WHAT YOU NEED TO DO:
Search the records below for "where" and copy every line it turns up in.

Records from a data source:
•••••

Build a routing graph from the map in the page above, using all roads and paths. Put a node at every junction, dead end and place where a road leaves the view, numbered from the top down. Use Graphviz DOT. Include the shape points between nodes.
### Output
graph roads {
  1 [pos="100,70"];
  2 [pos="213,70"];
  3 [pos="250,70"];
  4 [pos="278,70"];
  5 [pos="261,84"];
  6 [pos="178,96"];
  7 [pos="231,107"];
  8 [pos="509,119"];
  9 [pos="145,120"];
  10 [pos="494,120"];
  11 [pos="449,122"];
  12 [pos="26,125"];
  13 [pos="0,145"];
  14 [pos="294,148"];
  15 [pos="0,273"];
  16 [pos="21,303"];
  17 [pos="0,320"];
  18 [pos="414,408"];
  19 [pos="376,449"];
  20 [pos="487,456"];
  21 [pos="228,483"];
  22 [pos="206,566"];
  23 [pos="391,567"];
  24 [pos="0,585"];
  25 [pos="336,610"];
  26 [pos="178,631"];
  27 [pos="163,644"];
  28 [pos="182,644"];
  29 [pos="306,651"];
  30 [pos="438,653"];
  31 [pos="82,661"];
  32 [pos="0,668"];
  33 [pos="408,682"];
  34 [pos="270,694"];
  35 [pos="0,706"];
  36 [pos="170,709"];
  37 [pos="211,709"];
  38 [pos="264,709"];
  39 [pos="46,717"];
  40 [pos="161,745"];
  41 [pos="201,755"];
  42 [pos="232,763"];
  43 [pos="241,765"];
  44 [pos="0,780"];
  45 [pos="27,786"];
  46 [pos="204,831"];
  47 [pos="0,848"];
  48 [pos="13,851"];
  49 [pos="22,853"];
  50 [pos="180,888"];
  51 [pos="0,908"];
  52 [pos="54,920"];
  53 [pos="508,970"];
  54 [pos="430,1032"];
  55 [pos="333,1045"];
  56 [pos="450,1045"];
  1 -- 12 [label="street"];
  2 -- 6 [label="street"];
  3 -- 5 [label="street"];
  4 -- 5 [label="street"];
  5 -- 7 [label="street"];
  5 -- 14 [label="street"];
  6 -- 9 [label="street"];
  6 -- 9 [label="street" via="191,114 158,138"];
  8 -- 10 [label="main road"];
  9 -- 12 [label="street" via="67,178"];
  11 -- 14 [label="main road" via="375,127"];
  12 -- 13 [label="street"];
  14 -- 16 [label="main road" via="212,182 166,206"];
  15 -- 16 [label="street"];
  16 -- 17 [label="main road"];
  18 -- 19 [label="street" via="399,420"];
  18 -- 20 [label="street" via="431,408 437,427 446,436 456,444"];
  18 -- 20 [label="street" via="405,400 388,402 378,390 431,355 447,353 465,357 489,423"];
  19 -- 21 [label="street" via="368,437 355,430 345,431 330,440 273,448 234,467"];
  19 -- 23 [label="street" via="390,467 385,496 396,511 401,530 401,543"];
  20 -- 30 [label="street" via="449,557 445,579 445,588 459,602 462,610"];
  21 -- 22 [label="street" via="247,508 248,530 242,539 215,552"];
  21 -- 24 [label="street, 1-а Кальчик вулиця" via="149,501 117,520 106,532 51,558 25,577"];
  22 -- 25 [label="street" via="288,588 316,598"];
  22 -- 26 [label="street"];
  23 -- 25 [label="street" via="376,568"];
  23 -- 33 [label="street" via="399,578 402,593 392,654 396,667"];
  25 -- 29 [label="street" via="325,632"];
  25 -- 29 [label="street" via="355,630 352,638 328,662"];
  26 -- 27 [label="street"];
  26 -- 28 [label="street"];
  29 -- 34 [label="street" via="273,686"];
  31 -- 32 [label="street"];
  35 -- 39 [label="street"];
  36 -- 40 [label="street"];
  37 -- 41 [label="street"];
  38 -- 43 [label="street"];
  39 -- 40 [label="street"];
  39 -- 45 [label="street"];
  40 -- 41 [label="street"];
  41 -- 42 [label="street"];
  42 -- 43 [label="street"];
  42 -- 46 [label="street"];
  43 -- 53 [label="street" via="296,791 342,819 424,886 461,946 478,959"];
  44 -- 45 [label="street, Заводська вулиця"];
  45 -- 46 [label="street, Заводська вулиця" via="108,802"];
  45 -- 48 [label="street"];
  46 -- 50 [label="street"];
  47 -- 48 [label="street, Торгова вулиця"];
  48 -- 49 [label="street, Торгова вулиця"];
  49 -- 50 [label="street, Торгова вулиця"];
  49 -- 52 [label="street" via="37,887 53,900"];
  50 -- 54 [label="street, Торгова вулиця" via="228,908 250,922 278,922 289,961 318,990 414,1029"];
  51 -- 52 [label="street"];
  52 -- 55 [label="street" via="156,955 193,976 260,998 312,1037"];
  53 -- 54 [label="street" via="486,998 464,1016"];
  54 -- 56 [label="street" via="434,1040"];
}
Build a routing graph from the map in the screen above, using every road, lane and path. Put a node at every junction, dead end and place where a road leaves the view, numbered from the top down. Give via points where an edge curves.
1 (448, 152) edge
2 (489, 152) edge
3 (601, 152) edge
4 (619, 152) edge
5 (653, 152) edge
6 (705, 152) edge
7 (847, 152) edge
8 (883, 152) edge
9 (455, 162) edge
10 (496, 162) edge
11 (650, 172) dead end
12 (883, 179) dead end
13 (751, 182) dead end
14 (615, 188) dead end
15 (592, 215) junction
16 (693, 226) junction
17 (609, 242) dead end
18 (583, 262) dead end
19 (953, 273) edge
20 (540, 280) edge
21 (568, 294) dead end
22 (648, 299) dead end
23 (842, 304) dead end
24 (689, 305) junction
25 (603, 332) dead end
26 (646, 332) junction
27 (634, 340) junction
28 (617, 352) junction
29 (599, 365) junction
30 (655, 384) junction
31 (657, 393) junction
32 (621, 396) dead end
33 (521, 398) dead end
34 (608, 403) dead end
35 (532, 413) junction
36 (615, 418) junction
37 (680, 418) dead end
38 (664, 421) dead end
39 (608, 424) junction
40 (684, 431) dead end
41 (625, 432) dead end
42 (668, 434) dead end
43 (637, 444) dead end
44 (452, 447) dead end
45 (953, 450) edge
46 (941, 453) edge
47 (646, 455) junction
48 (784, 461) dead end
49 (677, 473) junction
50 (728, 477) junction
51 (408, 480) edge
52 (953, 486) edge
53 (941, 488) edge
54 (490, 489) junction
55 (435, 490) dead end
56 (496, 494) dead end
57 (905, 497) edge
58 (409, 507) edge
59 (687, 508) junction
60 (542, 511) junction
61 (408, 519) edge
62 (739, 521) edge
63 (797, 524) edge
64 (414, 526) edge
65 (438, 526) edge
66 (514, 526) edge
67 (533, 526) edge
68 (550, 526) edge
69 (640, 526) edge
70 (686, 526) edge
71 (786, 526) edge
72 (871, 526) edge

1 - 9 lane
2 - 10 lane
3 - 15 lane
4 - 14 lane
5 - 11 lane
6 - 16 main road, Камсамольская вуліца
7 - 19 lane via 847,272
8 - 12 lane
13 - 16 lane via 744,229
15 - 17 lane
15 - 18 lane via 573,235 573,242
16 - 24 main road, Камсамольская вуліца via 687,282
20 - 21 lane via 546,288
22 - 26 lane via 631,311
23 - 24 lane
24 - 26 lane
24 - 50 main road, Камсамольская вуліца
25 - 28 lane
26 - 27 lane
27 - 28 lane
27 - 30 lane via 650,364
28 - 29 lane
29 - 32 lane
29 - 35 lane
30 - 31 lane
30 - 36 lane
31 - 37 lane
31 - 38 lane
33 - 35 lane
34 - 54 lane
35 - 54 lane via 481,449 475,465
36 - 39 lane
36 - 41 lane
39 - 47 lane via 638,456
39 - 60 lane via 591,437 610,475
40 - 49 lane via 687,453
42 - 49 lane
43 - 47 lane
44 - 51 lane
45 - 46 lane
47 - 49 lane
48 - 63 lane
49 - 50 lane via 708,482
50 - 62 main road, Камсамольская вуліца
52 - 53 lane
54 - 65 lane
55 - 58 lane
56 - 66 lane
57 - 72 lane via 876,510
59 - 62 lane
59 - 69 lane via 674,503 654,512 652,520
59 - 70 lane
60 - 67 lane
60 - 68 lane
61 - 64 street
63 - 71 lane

•••••

RESPONSE:
Build a routing graph from the map in the page above, using all roads and paths. Put a node at every junction, dead end and place where a road leaves the view, numbered from the top down. Use Graphviz DOT. Include the shape points between nodes.
Build a routing graph from the map in the screen above, using every road, lane and path. Put a node at every junction, dead end and place where a road leaves the view, numbered from the top down. Give via points where an edge curves.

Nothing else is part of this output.